I’m pleased that I was able to save the first stool with the idea of running a bolt through it. It’s just a fluke that I had the exact piece of brass threaded bar , complete with brass nuts and washes in the barn as well. As I’m not too sure if I’m allowed to go to the hardware shop at this time, or even if hardware shops are allowed to be open to buy one.


It’s nicely repaired now, and you can’t see the break.

I made a couple more with lumps of wood that I had in the barn.

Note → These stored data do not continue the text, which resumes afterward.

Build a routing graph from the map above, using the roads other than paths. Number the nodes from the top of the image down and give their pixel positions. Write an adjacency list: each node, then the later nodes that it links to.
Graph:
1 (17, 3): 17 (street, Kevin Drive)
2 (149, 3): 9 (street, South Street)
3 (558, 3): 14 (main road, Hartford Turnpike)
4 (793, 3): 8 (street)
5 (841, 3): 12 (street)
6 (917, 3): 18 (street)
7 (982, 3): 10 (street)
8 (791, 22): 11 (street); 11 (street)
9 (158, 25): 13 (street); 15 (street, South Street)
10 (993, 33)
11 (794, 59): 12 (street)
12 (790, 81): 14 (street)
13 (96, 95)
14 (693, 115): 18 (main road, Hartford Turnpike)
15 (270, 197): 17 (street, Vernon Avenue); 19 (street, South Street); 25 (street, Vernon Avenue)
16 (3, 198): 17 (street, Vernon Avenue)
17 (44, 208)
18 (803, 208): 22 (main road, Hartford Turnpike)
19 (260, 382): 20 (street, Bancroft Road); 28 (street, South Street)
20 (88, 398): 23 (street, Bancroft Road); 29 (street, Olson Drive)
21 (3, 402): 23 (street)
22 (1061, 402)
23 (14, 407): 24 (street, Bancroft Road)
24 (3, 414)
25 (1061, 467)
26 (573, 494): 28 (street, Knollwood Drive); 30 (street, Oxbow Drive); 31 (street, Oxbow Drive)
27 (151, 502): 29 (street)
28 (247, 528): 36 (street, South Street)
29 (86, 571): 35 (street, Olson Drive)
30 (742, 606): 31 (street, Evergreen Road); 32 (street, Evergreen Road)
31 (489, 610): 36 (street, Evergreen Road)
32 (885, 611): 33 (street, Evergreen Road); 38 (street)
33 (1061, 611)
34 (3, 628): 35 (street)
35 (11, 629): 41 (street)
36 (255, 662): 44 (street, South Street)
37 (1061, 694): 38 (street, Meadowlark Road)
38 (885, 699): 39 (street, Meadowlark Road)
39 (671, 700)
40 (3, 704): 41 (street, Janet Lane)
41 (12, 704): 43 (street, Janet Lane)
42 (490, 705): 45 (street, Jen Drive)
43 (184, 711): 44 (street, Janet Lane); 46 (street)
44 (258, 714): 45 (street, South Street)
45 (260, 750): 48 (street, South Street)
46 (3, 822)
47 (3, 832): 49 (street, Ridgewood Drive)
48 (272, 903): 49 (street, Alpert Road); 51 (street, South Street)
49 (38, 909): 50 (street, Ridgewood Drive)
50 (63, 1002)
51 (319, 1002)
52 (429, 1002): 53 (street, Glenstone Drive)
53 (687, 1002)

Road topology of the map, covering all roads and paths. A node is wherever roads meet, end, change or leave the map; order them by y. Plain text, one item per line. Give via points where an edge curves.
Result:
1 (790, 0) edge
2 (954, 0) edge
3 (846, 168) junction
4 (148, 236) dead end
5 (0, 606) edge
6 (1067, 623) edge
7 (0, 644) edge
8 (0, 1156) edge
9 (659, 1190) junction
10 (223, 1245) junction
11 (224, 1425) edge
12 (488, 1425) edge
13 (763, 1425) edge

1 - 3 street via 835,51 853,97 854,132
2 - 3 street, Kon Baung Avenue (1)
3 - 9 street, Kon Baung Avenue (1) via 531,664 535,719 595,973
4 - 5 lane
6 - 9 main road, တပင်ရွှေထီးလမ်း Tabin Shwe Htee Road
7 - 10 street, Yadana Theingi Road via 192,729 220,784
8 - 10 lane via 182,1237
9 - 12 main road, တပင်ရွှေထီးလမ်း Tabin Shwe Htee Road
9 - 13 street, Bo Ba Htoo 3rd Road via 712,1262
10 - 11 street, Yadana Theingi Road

Now we should have enough throwing stools to keep us going for some time!I had a text message exchange with a friend about the collective noun for a group of stools. He suggested a fool of stools. I thought that maybe a ‘bio-cycle’ of stools might do, or doos. Then he suggested an excrement of stools, which I though to be pretty appropriate, but maybe a butt of stools?
I have decided to make some mugs to get me started. Janine and I have decided to give everyone who turned up to help us a mug each as a thank you. That should keep me busy for a few weeks. I also decided to make a special series of 100 mugs marked with a large number ‘1’ to indicate that these are the first series of pots to be made in this pottery. The First Edition!

I stamped the ‘1′ on the left side of the handle, and then I stamped the number of the series from 1 to 100 on the right side.
This is definitely a one-off series. There will never be another ‘first edition’ of numbered mugs out of this pottery.